Did they really take out those little glass rooms in Spain airports where you could chain smoke until your flight time? Damn, I was just there a year ago and there was one in each arm of the airport.
I couldn't find any in MAD. They did still have them in Germany when I was there earlier this year.
This is really all about taxes. If people turn to ecigs for their nicotine fix the sales of tobacco products will drop and it's hard to convince the public that relatively safe products should be heavily taxed.
This way, the FDA has it covered. If you don't stop tobacco, fuck you-pay me. If you do manage using ecigs-fuck you pay me. It's a win-win.
This is exactly it. I love that I can keep my totally awesome nicotine addiction and stop funding the totally corrupt resolution of the tobacco company lawsuits at the same time. Plus I am a geek, so futzing around with all the voltage, resistance, and power options is fun.
If sucking on this robot dick gets me high and keeps me from dying of lung cancer and getting emphysema then I'm going to keep sucking on this robot dick. Suck it, suck it long and hard you nannies.
One of the things people fail to recognize when trying to understand why there is such resistance to E-cigs is that a HUGE amount of the money backing up every avenue of attack against them isn't coming from Big Tobacco, or even the States who stand to lose out on all that tobacco tax money.

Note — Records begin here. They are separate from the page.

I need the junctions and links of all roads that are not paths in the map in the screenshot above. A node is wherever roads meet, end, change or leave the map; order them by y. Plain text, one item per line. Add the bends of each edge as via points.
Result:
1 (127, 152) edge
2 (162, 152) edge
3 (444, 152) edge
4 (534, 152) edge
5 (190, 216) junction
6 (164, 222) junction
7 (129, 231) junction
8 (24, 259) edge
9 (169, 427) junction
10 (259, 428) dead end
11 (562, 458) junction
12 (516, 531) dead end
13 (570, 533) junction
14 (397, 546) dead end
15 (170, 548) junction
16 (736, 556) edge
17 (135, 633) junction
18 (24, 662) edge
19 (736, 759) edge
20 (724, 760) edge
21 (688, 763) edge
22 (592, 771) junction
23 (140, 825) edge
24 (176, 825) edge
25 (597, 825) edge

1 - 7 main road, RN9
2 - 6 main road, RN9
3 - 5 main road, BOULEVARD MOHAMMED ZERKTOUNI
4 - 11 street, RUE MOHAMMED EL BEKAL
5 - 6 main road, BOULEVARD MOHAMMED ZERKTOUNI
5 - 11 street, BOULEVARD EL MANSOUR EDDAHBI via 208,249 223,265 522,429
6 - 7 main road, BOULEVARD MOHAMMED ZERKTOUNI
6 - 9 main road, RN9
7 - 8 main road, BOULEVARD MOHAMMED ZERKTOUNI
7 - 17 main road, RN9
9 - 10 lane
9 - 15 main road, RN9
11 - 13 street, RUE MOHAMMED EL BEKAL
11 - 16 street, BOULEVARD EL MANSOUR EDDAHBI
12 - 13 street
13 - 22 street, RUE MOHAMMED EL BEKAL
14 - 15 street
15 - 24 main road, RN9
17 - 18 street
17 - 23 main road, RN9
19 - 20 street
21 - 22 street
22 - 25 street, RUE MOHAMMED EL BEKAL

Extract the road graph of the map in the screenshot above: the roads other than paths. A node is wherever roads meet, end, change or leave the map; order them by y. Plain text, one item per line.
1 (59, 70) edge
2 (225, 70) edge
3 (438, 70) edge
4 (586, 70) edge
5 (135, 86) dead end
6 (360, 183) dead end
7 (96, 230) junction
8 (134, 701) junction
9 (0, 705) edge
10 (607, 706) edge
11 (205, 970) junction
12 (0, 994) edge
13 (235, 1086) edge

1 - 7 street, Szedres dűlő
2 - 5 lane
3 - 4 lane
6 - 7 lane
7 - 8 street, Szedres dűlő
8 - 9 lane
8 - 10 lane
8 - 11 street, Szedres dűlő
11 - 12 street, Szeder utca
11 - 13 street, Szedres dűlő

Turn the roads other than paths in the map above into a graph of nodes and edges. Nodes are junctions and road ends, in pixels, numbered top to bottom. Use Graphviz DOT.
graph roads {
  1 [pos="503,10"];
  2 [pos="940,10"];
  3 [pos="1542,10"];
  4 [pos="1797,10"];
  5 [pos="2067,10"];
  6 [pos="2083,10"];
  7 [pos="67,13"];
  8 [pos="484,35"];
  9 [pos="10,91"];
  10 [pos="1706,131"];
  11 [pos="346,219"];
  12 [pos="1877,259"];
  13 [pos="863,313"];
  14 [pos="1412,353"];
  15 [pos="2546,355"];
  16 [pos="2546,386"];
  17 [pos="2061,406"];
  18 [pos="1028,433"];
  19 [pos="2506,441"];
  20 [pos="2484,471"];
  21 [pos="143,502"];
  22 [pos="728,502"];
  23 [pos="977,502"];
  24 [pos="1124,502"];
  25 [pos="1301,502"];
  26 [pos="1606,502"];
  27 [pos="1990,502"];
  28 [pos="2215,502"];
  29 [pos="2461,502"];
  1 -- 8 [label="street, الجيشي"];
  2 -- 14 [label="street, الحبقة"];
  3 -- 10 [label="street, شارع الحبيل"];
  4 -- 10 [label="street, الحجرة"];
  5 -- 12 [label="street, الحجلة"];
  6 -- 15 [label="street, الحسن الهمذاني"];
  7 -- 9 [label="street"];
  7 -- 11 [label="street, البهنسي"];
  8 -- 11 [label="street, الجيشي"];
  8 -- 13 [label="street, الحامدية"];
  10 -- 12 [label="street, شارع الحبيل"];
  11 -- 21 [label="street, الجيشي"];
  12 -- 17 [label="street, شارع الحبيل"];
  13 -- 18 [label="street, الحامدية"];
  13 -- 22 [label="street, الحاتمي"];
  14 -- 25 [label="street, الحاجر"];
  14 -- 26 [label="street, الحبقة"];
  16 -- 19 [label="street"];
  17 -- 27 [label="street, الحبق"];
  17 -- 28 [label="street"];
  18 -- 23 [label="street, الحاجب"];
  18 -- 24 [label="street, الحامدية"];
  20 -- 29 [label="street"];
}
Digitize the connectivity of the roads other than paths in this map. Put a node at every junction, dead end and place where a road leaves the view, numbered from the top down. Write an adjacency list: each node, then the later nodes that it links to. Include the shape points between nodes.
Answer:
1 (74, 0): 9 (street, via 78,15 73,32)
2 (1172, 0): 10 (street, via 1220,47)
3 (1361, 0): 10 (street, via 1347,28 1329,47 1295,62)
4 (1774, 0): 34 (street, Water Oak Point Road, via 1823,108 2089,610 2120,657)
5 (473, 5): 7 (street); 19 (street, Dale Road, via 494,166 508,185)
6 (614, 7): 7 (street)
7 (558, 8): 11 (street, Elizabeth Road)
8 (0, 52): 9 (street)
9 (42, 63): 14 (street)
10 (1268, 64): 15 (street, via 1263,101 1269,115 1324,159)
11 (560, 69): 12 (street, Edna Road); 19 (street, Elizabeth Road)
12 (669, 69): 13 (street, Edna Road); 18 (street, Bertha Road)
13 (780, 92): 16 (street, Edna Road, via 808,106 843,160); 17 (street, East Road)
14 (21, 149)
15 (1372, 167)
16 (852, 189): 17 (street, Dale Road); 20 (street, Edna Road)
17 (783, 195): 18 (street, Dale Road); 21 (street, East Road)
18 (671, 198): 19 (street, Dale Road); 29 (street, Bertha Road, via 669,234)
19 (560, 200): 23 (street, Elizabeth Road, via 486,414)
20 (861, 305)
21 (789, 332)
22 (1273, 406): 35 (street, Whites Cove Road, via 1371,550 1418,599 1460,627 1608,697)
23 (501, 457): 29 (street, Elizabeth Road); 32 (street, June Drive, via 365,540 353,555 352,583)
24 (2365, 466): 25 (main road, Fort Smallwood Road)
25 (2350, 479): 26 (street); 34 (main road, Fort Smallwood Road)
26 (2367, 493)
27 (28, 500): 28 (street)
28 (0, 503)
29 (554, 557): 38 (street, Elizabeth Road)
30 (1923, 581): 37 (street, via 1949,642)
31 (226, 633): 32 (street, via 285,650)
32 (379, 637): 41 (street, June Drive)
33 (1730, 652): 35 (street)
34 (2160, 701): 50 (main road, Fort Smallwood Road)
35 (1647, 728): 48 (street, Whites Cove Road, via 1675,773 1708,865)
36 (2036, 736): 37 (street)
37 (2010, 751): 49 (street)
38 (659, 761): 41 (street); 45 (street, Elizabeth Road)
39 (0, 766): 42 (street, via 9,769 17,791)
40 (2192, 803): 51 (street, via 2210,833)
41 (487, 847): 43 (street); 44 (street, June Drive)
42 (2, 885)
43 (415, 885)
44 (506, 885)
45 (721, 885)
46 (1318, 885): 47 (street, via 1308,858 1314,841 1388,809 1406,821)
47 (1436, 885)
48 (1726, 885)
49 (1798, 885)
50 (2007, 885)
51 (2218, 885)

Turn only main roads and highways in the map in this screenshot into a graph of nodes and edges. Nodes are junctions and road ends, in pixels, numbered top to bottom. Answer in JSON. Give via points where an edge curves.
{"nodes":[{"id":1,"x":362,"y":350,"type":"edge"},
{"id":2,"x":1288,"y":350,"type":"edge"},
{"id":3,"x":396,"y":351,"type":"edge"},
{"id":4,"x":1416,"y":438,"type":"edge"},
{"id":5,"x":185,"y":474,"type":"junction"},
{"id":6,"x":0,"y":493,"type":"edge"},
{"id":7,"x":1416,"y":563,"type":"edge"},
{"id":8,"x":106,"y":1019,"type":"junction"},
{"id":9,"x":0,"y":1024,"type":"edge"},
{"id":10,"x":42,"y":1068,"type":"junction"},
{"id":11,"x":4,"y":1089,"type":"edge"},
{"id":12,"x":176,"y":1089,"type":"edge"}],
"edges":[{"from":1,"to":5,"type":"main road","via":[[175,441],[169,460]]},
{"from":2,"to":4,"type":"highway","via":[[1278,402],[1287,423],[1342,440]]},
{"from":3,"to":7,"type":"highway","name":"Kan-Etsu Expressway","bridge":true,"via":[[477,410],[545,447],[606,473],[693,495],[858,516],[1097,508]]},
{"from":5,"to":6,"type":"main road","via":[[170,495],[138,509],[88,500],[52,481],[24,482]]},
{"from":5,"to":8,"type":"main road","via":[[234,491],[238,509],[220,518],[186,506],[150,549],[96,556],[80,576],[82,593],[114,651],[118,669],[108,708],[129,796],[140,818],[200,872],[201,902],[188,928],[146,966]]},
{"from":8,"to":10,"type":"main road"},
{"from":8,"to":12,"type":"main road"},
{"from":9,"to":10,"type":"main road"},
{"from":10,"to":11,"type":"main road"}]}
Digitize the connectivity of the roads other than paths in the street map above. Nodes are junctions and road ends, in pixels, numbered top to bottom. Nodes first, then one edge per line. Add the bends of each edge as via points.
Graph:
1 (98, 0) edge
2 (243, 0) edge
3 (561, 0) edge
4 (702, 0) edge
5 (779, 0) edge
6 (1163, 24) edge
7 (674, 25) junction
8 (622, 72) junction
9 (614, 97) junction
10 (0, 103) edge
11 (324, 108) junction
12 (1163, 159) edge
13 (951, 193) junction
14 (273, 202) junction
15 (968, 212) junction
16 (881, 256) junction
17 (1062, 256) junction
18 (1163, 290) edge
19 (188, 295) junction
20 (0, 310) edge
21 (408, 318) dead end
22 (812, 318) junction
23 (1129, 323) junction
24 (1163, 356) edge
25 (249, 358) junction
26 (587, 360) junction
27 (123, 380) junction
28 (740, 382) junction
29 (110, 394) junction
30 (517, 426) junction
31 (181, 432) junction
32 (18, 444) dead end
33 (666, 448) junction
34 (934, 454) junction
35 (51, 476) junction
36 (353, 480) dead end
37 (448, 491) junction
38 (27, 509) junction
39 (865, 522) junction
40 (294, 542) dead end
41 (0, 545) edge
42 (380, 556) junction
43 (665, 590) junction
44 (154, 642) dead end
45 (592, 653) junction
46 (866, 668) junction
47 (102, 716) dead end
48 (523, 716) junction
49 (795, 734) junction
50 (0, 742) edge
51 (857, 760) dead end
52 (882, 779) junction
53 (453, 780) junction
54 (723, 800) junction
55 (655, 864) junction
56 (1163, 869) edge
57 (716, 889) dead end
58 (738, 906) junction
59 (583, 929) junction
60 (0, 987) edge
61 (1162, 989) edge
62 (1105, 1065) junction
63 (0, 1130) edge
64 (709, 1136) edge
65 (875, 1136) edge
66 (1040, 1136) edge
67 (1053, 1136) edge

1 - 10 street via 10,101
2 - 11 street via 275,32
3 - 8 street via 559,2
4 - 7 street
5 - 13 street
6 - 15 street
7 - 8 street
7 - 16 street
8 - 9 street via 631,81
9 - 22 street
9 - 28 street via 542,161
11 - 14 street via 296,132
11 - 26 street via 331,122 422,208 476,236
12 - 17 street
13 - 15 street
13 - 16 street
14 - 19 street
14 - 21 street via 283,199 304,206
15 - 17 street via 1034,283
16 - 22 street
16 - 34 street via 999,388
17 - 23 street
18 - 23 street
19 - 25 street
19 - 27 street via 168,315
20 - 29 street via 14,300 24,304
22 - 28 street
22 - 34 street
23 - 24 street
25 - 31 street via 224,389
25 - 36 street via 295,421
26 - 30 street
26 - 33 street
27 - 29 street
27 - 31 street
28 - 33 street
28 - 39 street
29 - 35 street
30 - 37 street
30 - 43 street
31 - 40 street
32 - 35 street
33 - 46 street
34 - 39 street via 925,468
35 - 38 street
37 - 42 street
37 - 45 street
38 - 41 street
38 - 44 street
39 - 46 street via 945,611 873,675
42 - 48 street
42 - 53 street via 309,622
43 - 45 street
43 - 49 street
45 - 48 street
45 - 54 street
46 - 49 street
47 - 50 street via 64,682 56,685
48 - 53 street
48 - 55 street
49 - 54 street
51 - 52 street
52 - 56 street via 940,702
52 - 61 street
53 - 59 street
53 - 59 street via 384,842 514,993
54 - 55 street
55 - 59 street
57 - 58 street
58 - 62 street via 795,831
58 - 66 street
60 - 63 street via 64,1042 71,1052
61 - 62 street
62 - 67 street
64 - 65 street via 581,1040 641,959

The biggest loser of all to E-cigs are all the (mostly failed) tobacco-cessation products - both prescription and over-the-counter - that are bringing in BILLIONS to Big Pharma. Products like Chantrix, Wellbutrin, Nicorette are worth a fortune ... and E-cigs absolutely slay them in the "break the addiction to tobacco" department. Big Pharma is pouring millions into all the orgs and politicians who are trying to get rid of E-cigs - typical corporate greed AND if someone wants to accuse ANYONE of corporate greed - the best target here is BIG PHARMA.
BTW - I don't smoke or use E-cigs ... my only skin in the game is having a lot of friends and family benefitting from E-cigs helping them to quite smoking (or dipping).
This is a particularly outrageous case of the best (quitting) being the meatheaded enemy of the good (vaping).
"I am, indeed, against all proselyters, whether they be on my side or on some other side. . . . Their lofty pretensions are all tosh. The thing they yearn for is the satisfaction of making someone unhappy: that yearning is almost as universal among them as thirst is in dry Congressmen."